I find it a bit curious that they've chosen to use SMS verifications as a proxy for the difficulty of creating an account, when there are similar marketplaces for selling the actual end product of bulk-created accounts. Was there some issue with that kind of data? SMS verification is just one part of the anti-bulk account puzzle, for both the attacker and defender.
Maybe have YC invest in some startups combatting this using machine learning?
(Given the focus of HN it's typically some product being pushed, though. Not a politician.)
Fake online accounts are a problem... unless our guys do it.
Totalitarian measures like persecuting people for social media posts and forcing digital id are a problem... unless our guys are in power.
It was a good run for democracy. What was it, 200 years? I wonder comes is next. Techno-feudalism? Well, I'm sure it won't be a problem as long as it's our guys.
Rant aside, I'm curious where you pin the start of this.
It just couldn't be exploited effectively until now. Thanks, Mark and Elon.
But also, that bug is why our government was initially set up with the structure it was. And why you'll occasionally see complaints about parts of the structure being "undemocratic".
This has bugged me for a long time: Why do people repeat this ?
I mean this on the fundamental core of it: not on the merit of the argument[0], or whether people deeply believe it, but on making the argument in these terms in the first place.
I don't remember people running around saying Christianism isn't perfect, but better than every other religion _we tried_. Or using the same rhetoric for Object Oriented programming. Or touting as a mantra that frying chicken isn't perfect but better than every other cooking method we tried.
IMHO we usually don't do that kind of vague, but short and definitive assertion. The statements would usualy be stronger with specific limitations, or an opening for what we don't know yet. Why did it take this form in particular for political system? (I am aware of the starting quote, but it wouldn't have caught on if people didn't see a need to repeat it in the first place. I think it hit on a very fundamental need of people, and I wish I knew why)
I feel understanding that would give insights on why we're stuck where we are now.
[0] We're two centuries in western democracies, and many other regimes lasted longer than that. I personally don't think there is any definitive answer that could bring such strong statements, but that's not my point.
It's claiming an empirical fact, rather than pure opinion (cooking preferences) or a fact with a well-characterized theory behind it (OOP, anything physics, ...).
The phrasing is way too blurry for it to be a reasonable fact. The original quote came from a politician, and how people convey it today are as vague as it was initially.
For instance, thinking for a minute about "who". Who are we talking about and who is judging the results ? When did the experiments happen and what do we actually know about it ? On the "what", What other forms are we referring to ? What period are looking at ? etc.
It would be the same for the theory.
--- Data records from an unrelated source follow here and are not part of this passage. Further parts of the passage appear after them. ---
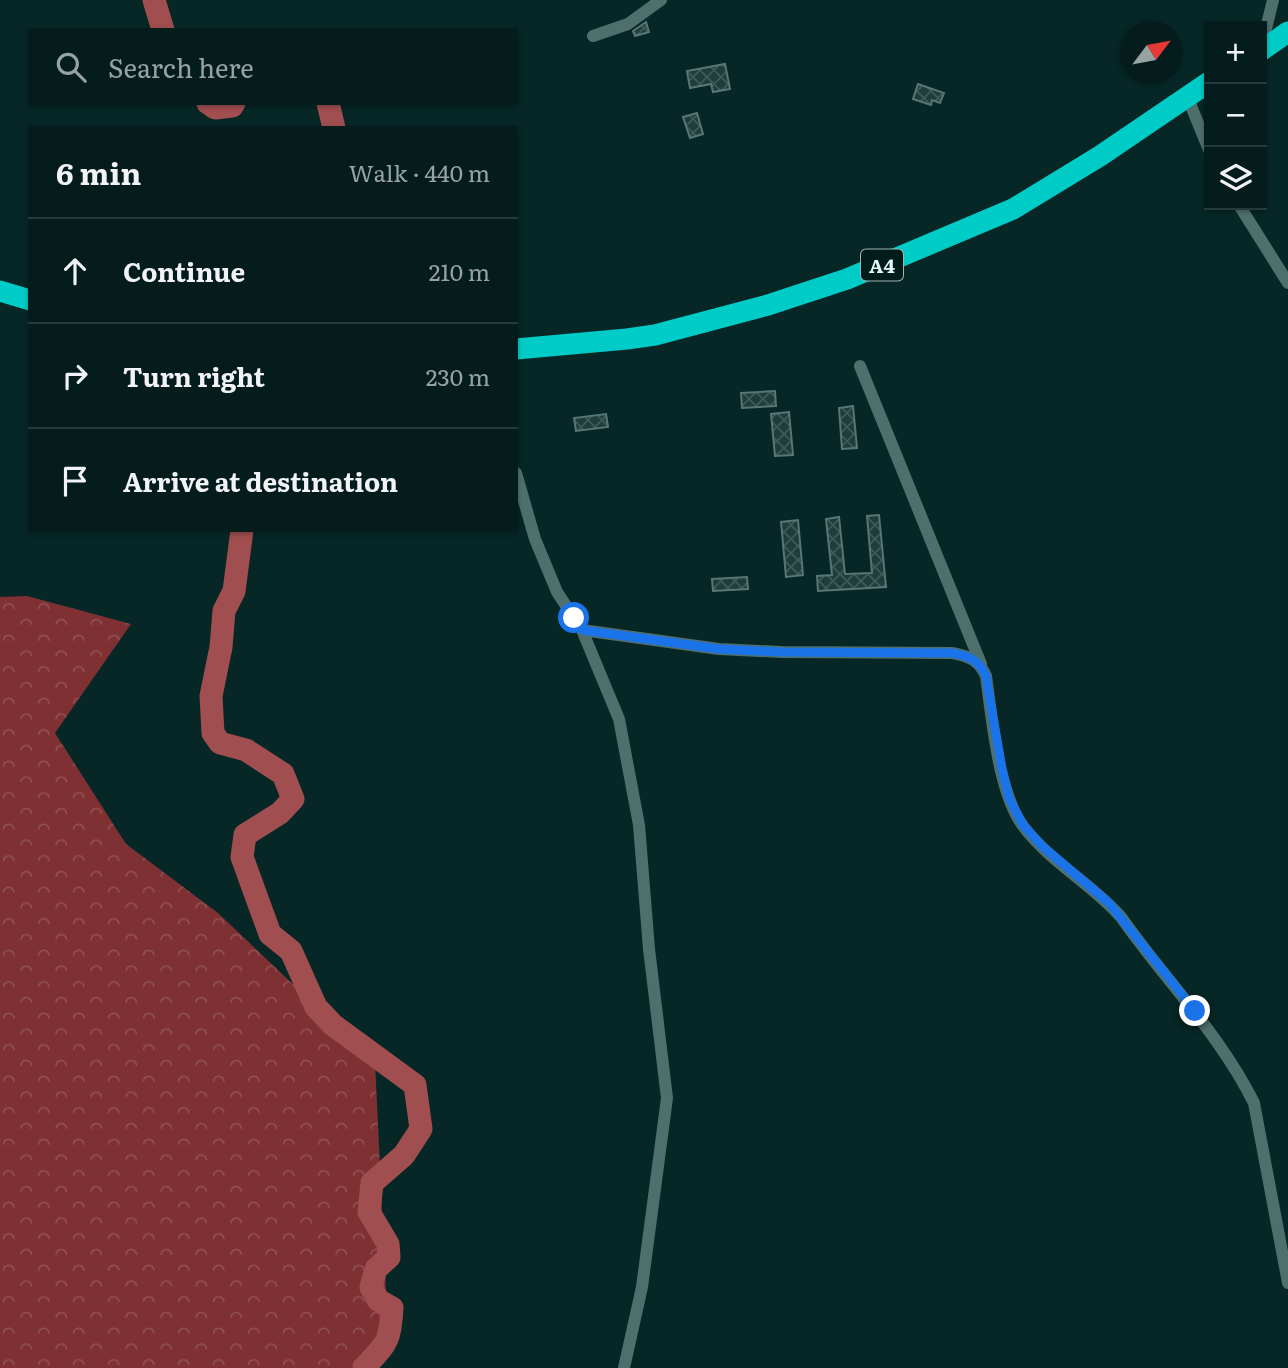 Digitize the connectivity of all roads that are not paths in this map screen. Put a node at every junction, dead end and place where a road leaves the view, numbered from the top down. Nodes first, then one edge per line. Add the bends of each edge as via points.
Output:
1 (661, 0) edge
2 (1273, 0) edge
3 (1267, 26) edge
4 (1288, 32) edge
5 (593, 36) dead end
6 (1267, 45) edge
7 (1206, 84) edge
8 (1186, 96) junction
9 (1208, 147) edge
10 (1242, 210) edge
11 (1288, 283) edge
12 (0, 291) edge
13 (28, 299) edge
14 (518, 349) edge
15 (860, 366) dead end
16 (518, 479) edge
17 (582, 630) junction
18 (981, 665) junction
19 (1288, 1283) edge
20 (624, 1368) edge

1 - 5 street via 628,24
2 - 3 street
4 - 6 highway
7 - 8 highway, A4
8 - 9 street
8 - 14 highway, A4 via 1013,209 848,279 655,334
10 - 11 street
12 - 13 highway
15 - 18 street
16 - 17 street via 557,592
17 - 18 street via 719,649 952,653 969,656
17 - 20 street via 619,719 639,825 667,1098 642,1287
18 - 19 street via 1009,798 1023,825 1109,903 1242,1078 1254,1103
Which well know political theory do you see related to this ? Political science doesn't deal in "better" or "worse", and I'm not even sure there is any consensus on the different systems.
IMHO, the more you think about it the stranger it becomes. I invite more people to get on the journey.
It was almost enough, admittedly... but not quite. The coup de grace was administered by social media.
Are you saying until Elon Musk bought Twitter in 2022 there were no effective election interference problems?
This is a classic playbook in U.S. politics. Conservative media gins up a conspiracy theory (e.g., Hollywood is biased, universities are biased, mainstream media is biased, social media is biased, etc. etc.) and then they use these imaginary foes as justification for actual retribution. There was no purposeful and systematic bias at Twitter under Jack Dorsey (himself, a pretty conservative character, having backed Tulsi Gabbard and RFK Jr in the past election, both of whom both now work in the Trump administration).
The US manipulation of mass media playbook has been on repeat since before executive order 1602.
But it can't survive social media, which has turned us into an archipelago of competing cults.
* Athenian Democracy (c. 508–322 BCE)
* Roman Republic (c. 509–27 BCE)
* Dutch Republic (c. 1500?)
* French and American Revolutions and constitutional monarchies (c. 1770-ish-present?)> forcing digital id are a problem... unless our guys are in power.
Digital government ID based mandatory auth, properly implemented or not (read: anon via zk vs. tracking), does not "properly remediate" [0] this issue. You'd limit identity forgery to those who administrate identities in the first place.
[0] if that is even possible, which I find questionable
I've encountered people who dispute that what happened on Jan 6 was an attempted self-coup.
- what you're saying: that people will happily distort the meaning of words and events given enough desperation and/or interest in doing so - i agree
- that people do this commonly with these two topics: i do not see that at all, not from this framing at least - i think if people asked themselves if they disapprove of these things, they'd generally say yes. i think people generally do genuinely believe they are against these.
- that people are doing this maliciously (~ this is exclusively or near exclusively interest driven rather than desperation): i just plain don't think so. i think those who suspect election fraud do by and large legitimately believe it happened or happens. same for your example.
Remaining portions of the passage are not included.